3/1/2004  By Robert J. Grossman 

HR Magazine, March 2004

Vol 49, No. 3

Alan Hedge, professor with the Department of Design and Environmental Analysis at Cornell University in Ithaca, blames the obesity epidemic, in part, on an overdose of convenience.

“It’s a vicious cycle; work is increasingly sedentary—telecommuting, video conferencing, e-mail—so there’s no need to move. The less you move, the weaker and bigger you become. Then, in the name of progress, we create new products that make you move even less. There’s too much of a good thing. A little inconvenience might improve performance.”

“We don’t even flush toilets any more,” says Tim Church, medical director of the Cooper Institute in Dallas. “The longest walk of the day for people at our weight management clinic will be the walk from the car to the clinic.”

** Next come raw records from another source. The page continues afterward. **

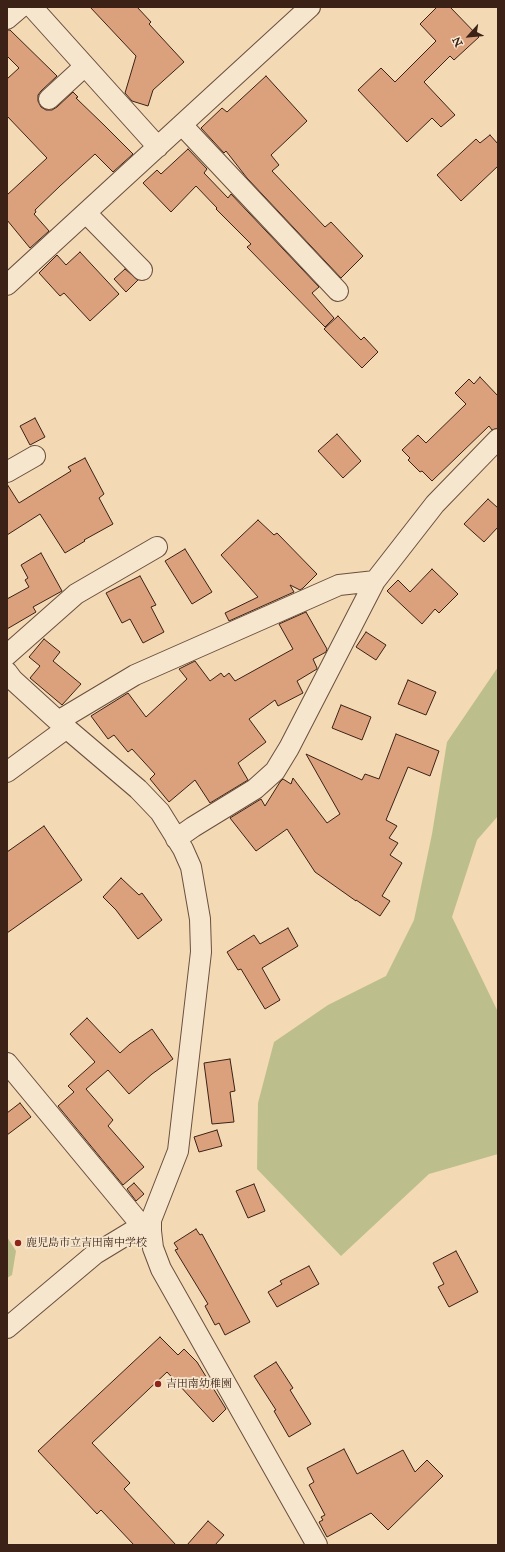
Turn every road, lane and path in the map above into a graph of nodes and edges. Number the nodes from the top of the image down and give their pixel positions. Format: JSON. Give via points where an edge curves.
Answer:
{"nodes":[{"id":1,"x":21,"y":7,"type":"edge"},
{"id":2,"x":32,"y":7,"type":"edge"},
{"id":3,"x":310,"y":7,"type":"edge"},
{"id":4,"x":7,"y":19,"type":"edge"},
{"id":5,"x":85,"y":66,"type":"junction"},
{"id":6,"x":49,"y":99,"type":"dead end"},
{"id":7,"x":182,"y":125,"type":"junction"},
{"id":8,"x":158,"y":147,"type":"junction"},
{"id":9,"x":86,"y":213,"type":"junction"},
{"id":10,"x":142,"y":270,"type":"dead end"},
{"id":11,"x":7,"y":285,"type":"edge"},
{"id":12,"x":338,"y":292,"type":"dead end"},
{"id":13,"x":498,"y":439,"type":"edge"},
{"id":14,"x":35,"y":456,"type":"dead end"},
{"id":15,"x":7,"y":472,"type":"edge"},
{"id":16,"x":157,"y":547,"type":"dead end"},
{"id":17,"x":375,"y":580,"type":"junction"},
{"id":18,"x":7,"y":654,"type":"edge"},
{"id":19,"x":9,"y":679,"type":"edge"},
{"id":20,"x":62,"y":724,"type":"junction"},
{"id":21,"x":7,"y":772,"type":"edge"},
{"id":22,"x":176,"y":839,"type":"junction"},
{"id":23,"x":7,"y":1063,"type":"edge"},
{"id":24,"x":146,"y":1223,"type":"junction"},
{"id":25,"x":7,"y":1328,"type":"edge"},
{"id":26,"x":317,"y":1545,"type":"edge"}],
"edges":[{"from":1,"to":4,"type":"street"},
{"from":2,"to":5,"type":"street"},
{"from":3,"to":7,"type":"street"},
{"from":5,"to":6,"type":"street"},
{"from":5,"to":8,"type":"street"},
{"from":7,"to":8,"type":"street"},
{"from":7,"to":12,"type":"street"},
{"from":8,"to":9,"type":"street"},
{"from":9,"to":10,"type":"street"},
{"from":9,"to":11,"type":"street"},
{"from":13,"to":17,"type":"street","via":[[435,504]]},
{"from":14,"to":15,"type":"street"},
{"from":16,"to":18,"type":"street","via":[[76,594]]},
{"from":17,"to":20,"type":"street","via":[[339,585],[135,675]]},
{"from":17,"to":22,"type":"street","via":[[275,771],[255,789]]},
{"from":19,"to":20,"type":"street"},
{"from":20,"to":21,"type":"street"},
{"from":20,"to":22,"type":"street","via":[[138,789],[160,812]]},
{"from":22,"to":24,"type":"street","via":[[191,867],[200,919],[201,952],[178,1151]]},
{"from":23,"to":24,"type":"street"},
{"from":24,"to":25,"type":"street","via":[[95,1254]]},
{"from":24,"to":26,"type":"street","via":[[151,1231],[153,1248],[161,1268]]}]}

Hedge suggests that extra-curricular activities that help burn calories are helpful, but the best way to ensure more calories are expended is to re-engineer them back into actual work assignments—a form of reverse ergonomics.

“We’ve been experimenting with sit-stand workstations. If you stand up while you work, you burn 20 percent more calories,” he says. “There are software programs, demonstrated to improve productivity that alert workers when it’s time to take a stretch break, walk around or work standing.

“If you estimate the need to cut 300 calories a day to keep weight stable, you should easily be able to burn an extra 100 by redesigning jobs and changing the physical trappings to encourage people to use stairways and walk to their cars.”